Mit näher rückendem Verfall wird das Verhältnis zwischen Basiswertkurs und Basispreis zunehmend wichtig. In der Nähe des Geldes kann sich Delta stärker verändern und der Zeitwertverfall beschleunigen. Tief im Geld oder weit aus dem Geld liegende Optionen können deutlich weniger verbleibenden Zeitwert zu verlieren haben. Das tägliche Theta misst die aktuelle lokale Änderungsrate, keinen festen Betrag, der über eine mehrjährige Haltedauer gilt.
Liquidität und Kontraktanpassungen
Entfernte Verfallstermine können eine geringere Handelsaktivität und breitere Geld-Brief-Spannen aufweisen als zeitnahe Serien. Der tatsächliche Geldkurs, Briefkurs und die verfügbare Stückzahl bestimmen den Erlös einer Schließungstransaktion. Eine Bewertung zum Mittelkurs kann daher wesentlich vom realisierten Betrag abweichen, insbesondere bei breiter Spanne oder wenn die beabsichtigte Stückzahl die verfügbare Menge übersteigt.
Eine mehrjährige Laufzeit lässt auch mehr Kalenderzeit, in der eine Fusion, ein Aktiensplit oder eine Sonderausschüttung eine Kontraktanpassung auslösen könnte. Geänderte Bedingungen können den Basispreis, Liefergegenstand oder andere Merkmale betreffen und eine andere Aktienzahl oder eine Kombination aus Aktien und Bargeld vorsehen. Das verbleibende Recht richtet sich nach den angepassten Kontraktbedingungen, nicht nach der ursprünglichen Standardaktienzahl.

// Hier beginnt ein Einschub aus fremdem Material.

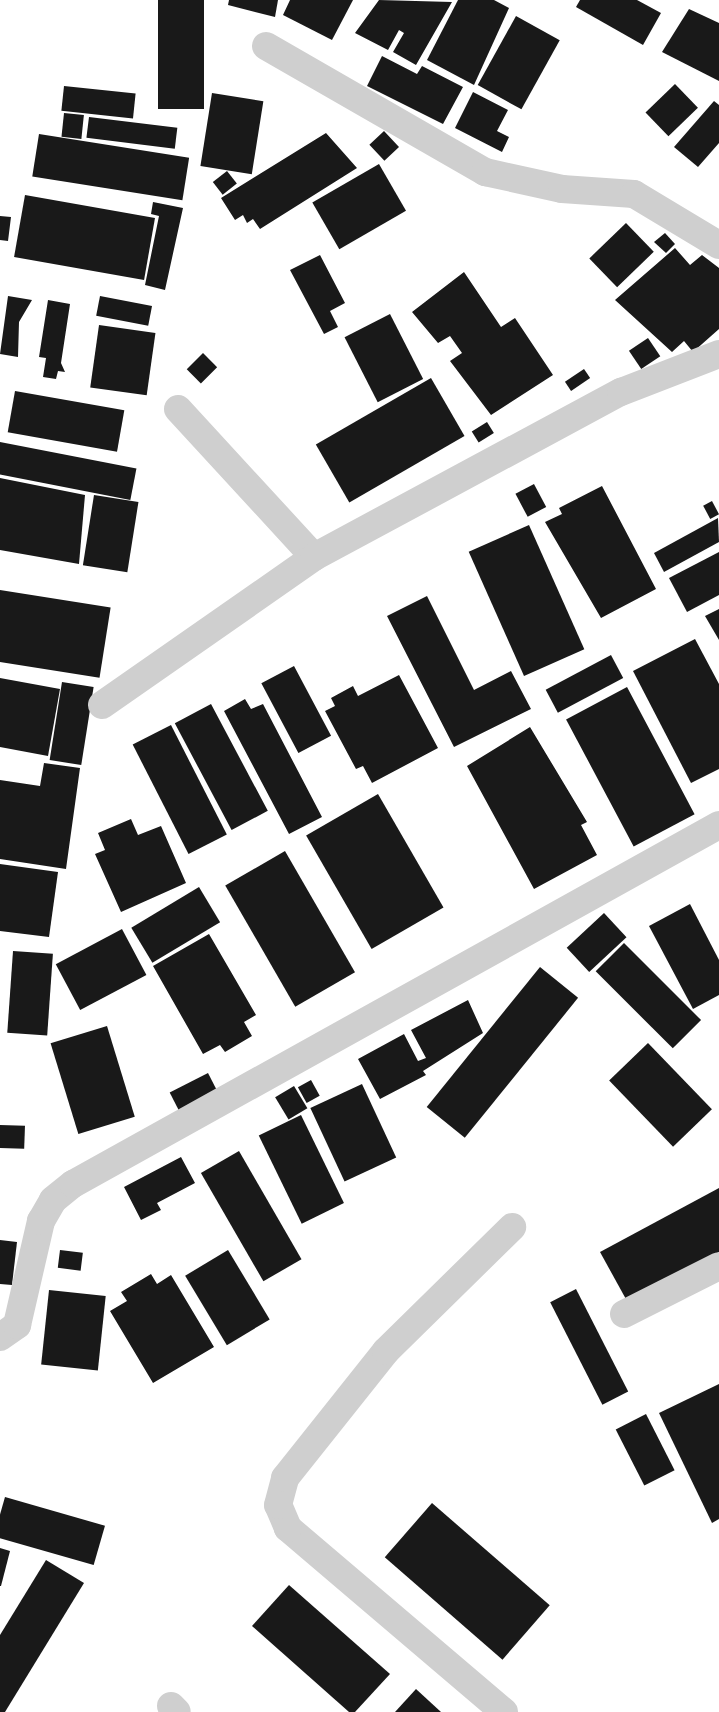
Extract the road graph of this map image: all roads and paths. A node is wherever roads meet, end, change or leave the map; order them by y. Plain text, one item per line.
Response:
1 (267, 46) dead end
2 (719, 245) edge
3 (719, 354) edge
4 (178, 409) dead end
5 (314, 557) junction
6 (102, 705) dead end
7 (719, 825) edge
8 (512, 1227) dead end
9 (719, 1266) edge
10 (624, 1314) dead end
11 (0, 1338) edge
12 (504, 1712) edge

1 - 2 street
3 - 5 street
4 - 5 street
5 - 6 street
7 - 11 street
8 - 12 street
9 - 10 street

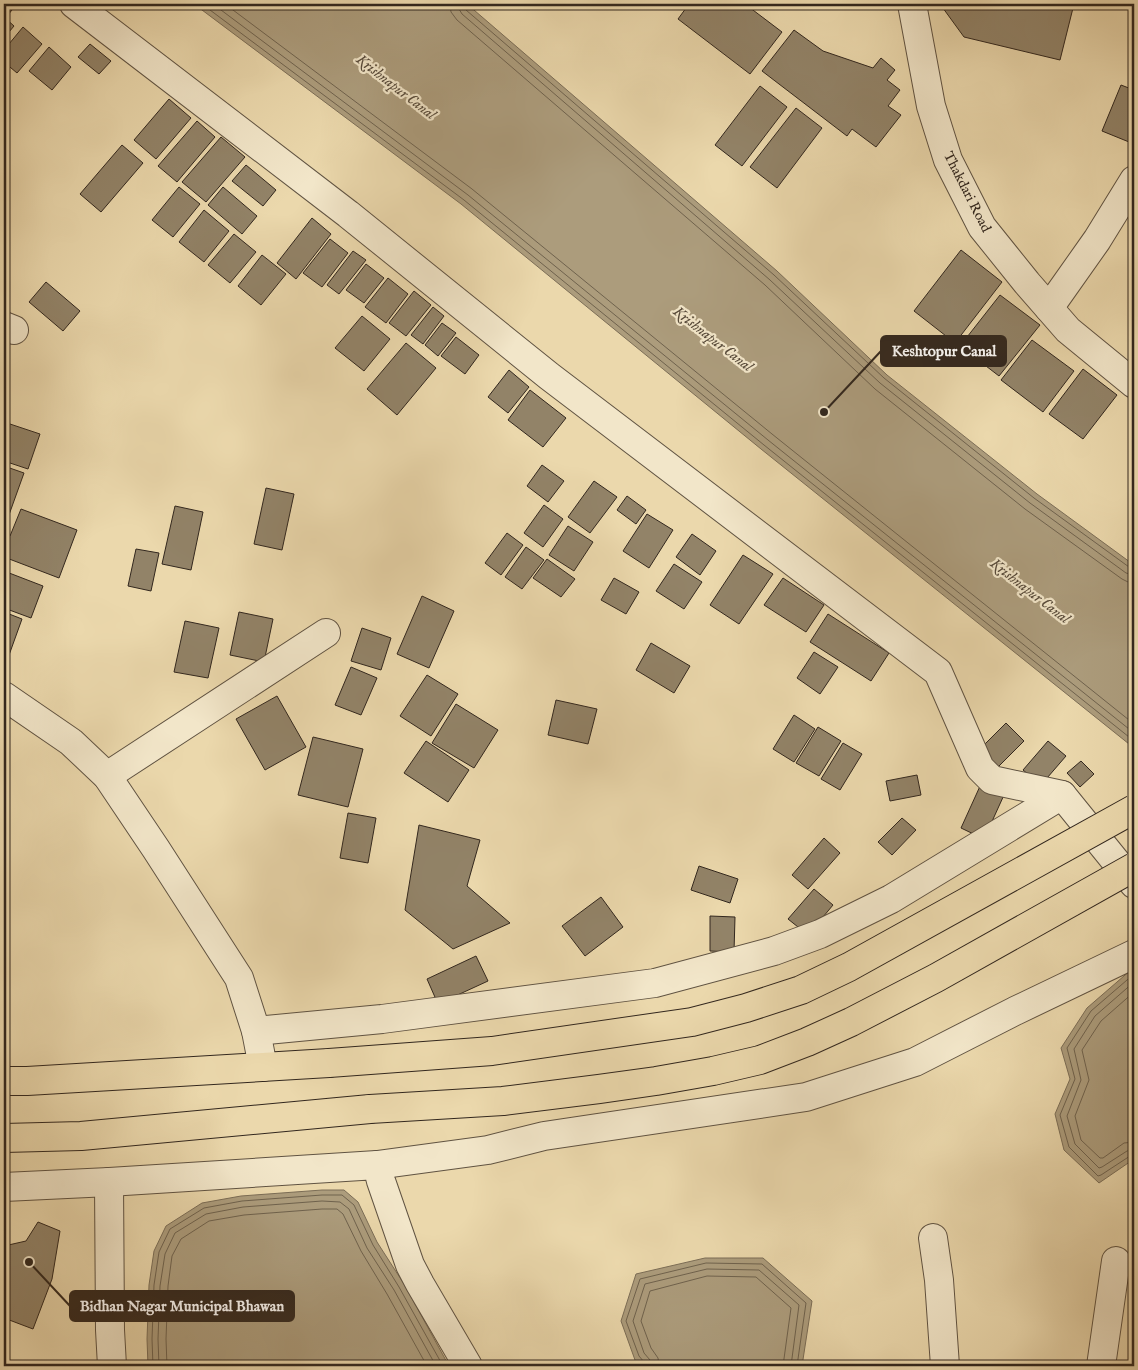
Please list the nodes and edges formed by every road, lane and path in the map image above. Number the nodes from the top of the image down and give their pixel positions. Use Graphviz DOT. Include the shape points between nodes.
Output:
graph roads {
  1 [pos="74,4"];
  2 [pos="912,4"];
  3 [pos="1134,180"];
  4 [pos="1049,308"];
  5 [pos="1134,384"];
  6 [pos="326,633"];
  7 [pos="4,696"];
  8 [pos="106,776"];
  9 [pos="1062,795"];
  10 [pos="1134,809"];
  11 [pos="1134,867"];
  12 [pos="1134,884"];
  13 [pos="1134,954"];
  14 [pos="256,1030"];
  15 [pos="263,1067"];
  16 [pos="4,1081"];
  17 [pos="4,1138"];
  18 [pos="377,1165"];
  19 [pos="109,1182"];
  20 [pos="4,1187"];
  21 [pos="933,1238"];
  22 [pos="1116,1260"];
  23 [pos="112,1366"];
  24 [pos="468,1366"];
  25 [pos="945,1366"];
  26 [pos="1101,1366"];
  1 -- 9 [label="street" via="348,214 549,376 938,672 980,768 992,780"];
  2 -- 4 [label="street, Thakdari Road" via="932,106 948,160 982,227"];
  3 -- 4 [label="street"];
  4 -- 5 [label="street, Thakdari Road" via="1068,330"];
  6 -- 8 [label="street"];
  7 -- 8 [label="street" via="71,742"];
  8 -- 14 [label="street" via="239,978"];
  9 -- 12 [label="street"];
  9 -- 14 [label="street" via="891,899 820,934 774,951 655,983 382,1019"];
  10 -- 15 [label="main road, bridge" via="849,967 801,990 746,1008 692,1022 502,1050"];
  11 -- 17 [label="main road, bridge" via="860,1018 760,1060 665,1080 503,1101 370,1109 81,1136"];
  13 -- 18 [label="street" via="915,1062 806,1097 544,1136 488,1150"];
  14 -- 15 [label="street"];
  15 -- 16 [label="main road"];
  18 -- 19 [label="street"];
  18 -- 24 [label="street" via="410,1265"];
  19 -- 20 [label="street"];
  19 -- 23 [label="street"];
  21 -- 25 [label="street"];
  22 -- 26 [label="street"];
}
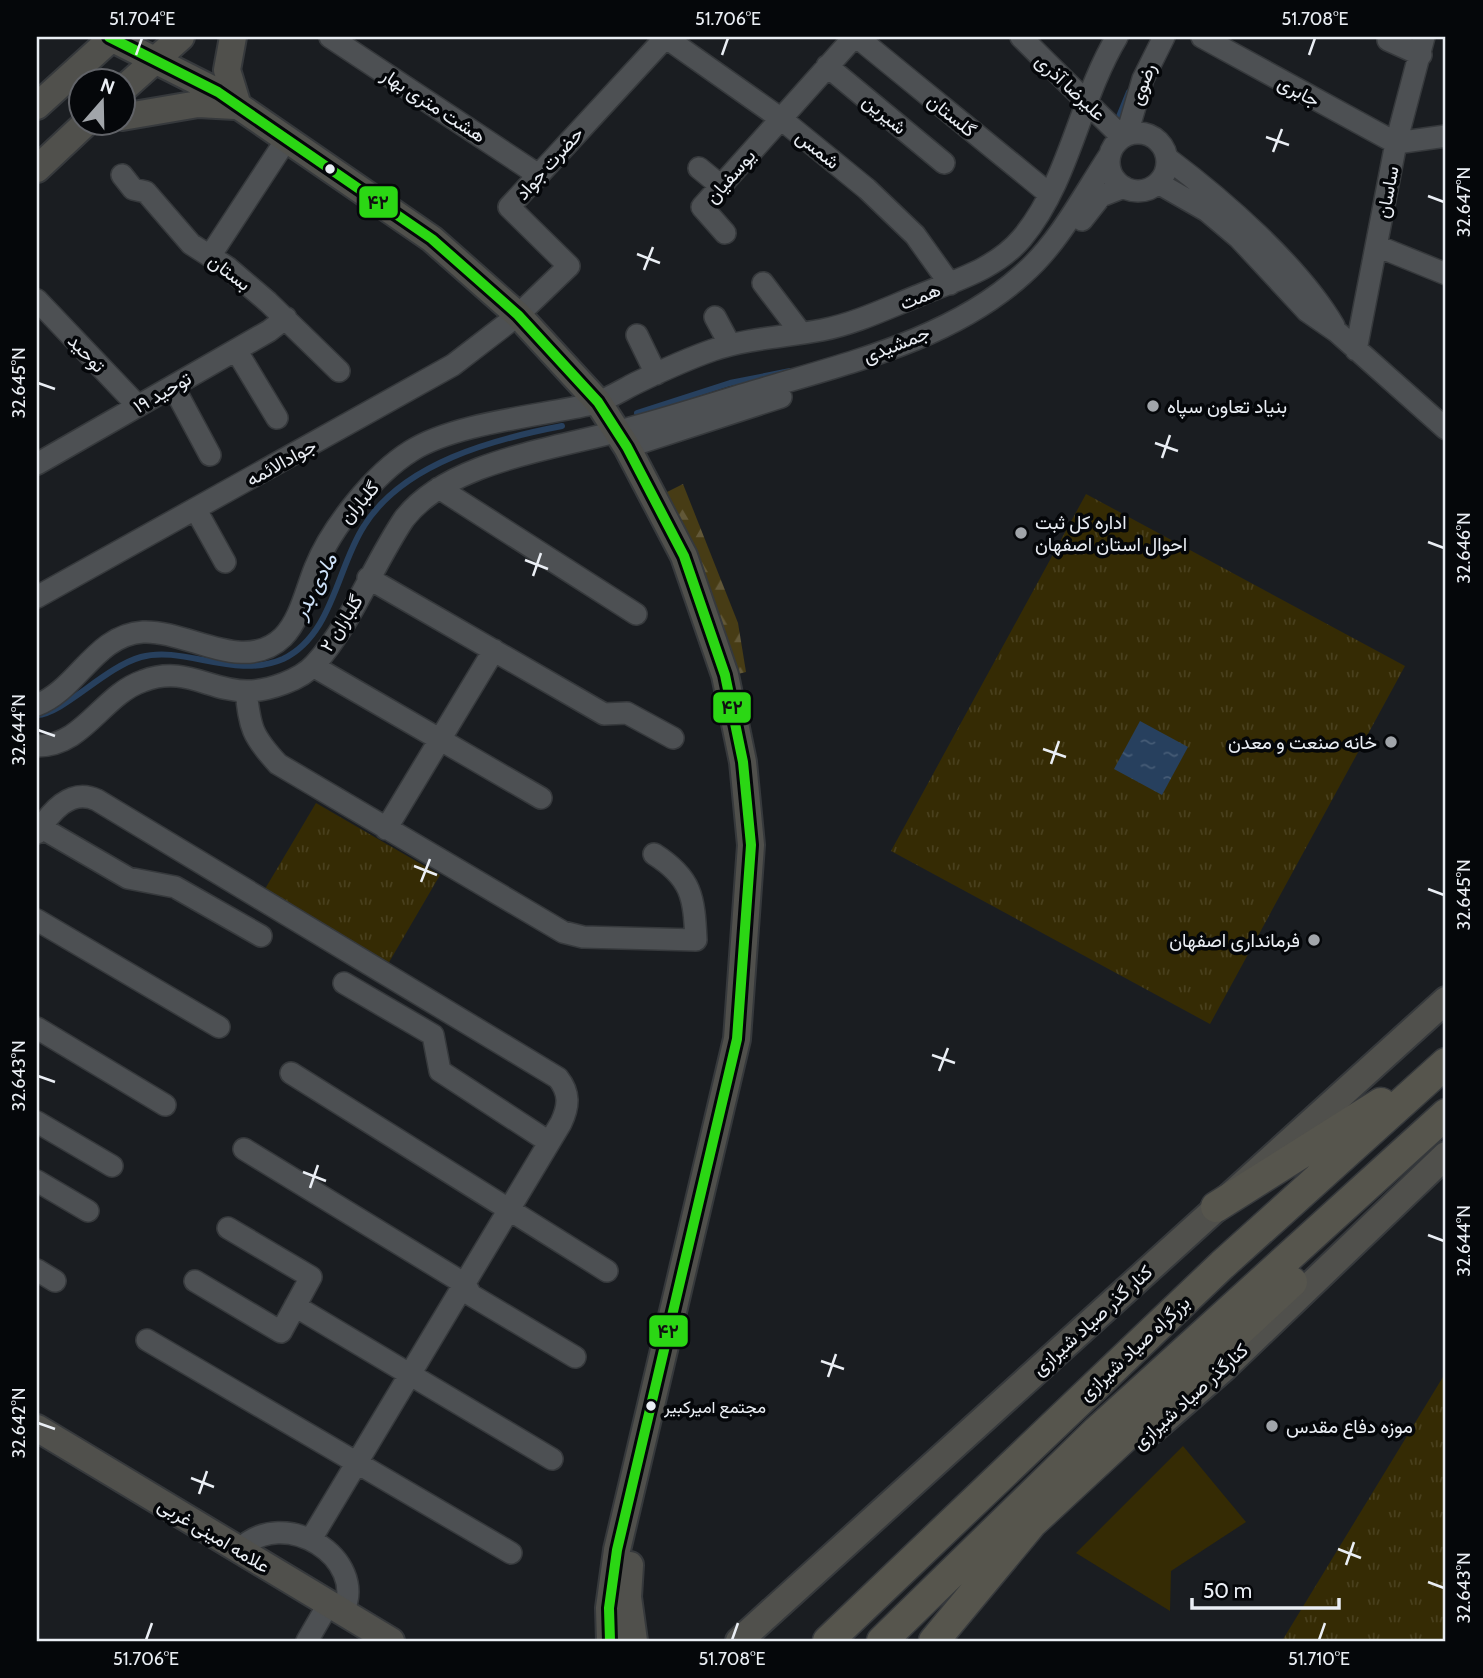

Ausübung, Rollen und Kombinationen mit kürzeren Laufzeiten
Die Ausübung eines LEAPS-Calls auf Aktien oder ETFs führt zum Kauf der Aktien zum Basispreis; die Ausübung eines Puts zum Verkauf zu diesem Preis. Ein Verkauf zur Schließung kann Zeitwert realisieren, den eine Ausübung nicht vergüten würde. Dividenden und der Zeitpunkt der Basispreiszahlung können eine vorzeitige Ausübung dennoch relevant machen, wenn nur wenig Zeitwert verbleibt. Jede daraus entstehende Aktienposition hat eigene Finanzierungsanforderungen und Marktrisiken.
Beim Rollen wird die bestehende Option geschlossen und eine Ersatzoption eröffnet, normalerweise mit anderem Basispreis oder Verfallstermin. Das schließende Leg realisiert seinen Gewinn oder Verlust; die Ersatzoption begründet eine neue Optionsprämie und Restlaufzeit. Wiederholtes kurzfristiges Rollen hängt daher von künftigen Kaufpreisen ab und erfordert zusätzliche Transaktionen. Es sichert die heutige Preisgestaltung nicht für eine Folge künftiger Optionen.
Die Kombination eines gekauften LEAPS-Calls mit einer gleichen Anzahl früher verfallender Short Calls bildet bei gleichen Basispreisen einen Kalender-Spread und bei unterschiedlichen Basispreisen einen Diagonal-Spread. Die Zuteilung des Short Calls kann eine Aktien-Short-Position hinterlassen, während der Long Call offen bleibt. Der Long Call ist ein eigenständiges Recht und wird nicht allein deshalb automatisch ausgeübt, weil das Short-Leg zugeteilt wurde. Um das Aktienrisiko aufzulösen, ist eine eigene Transaktion oder Ausübungsweisung erforderlich.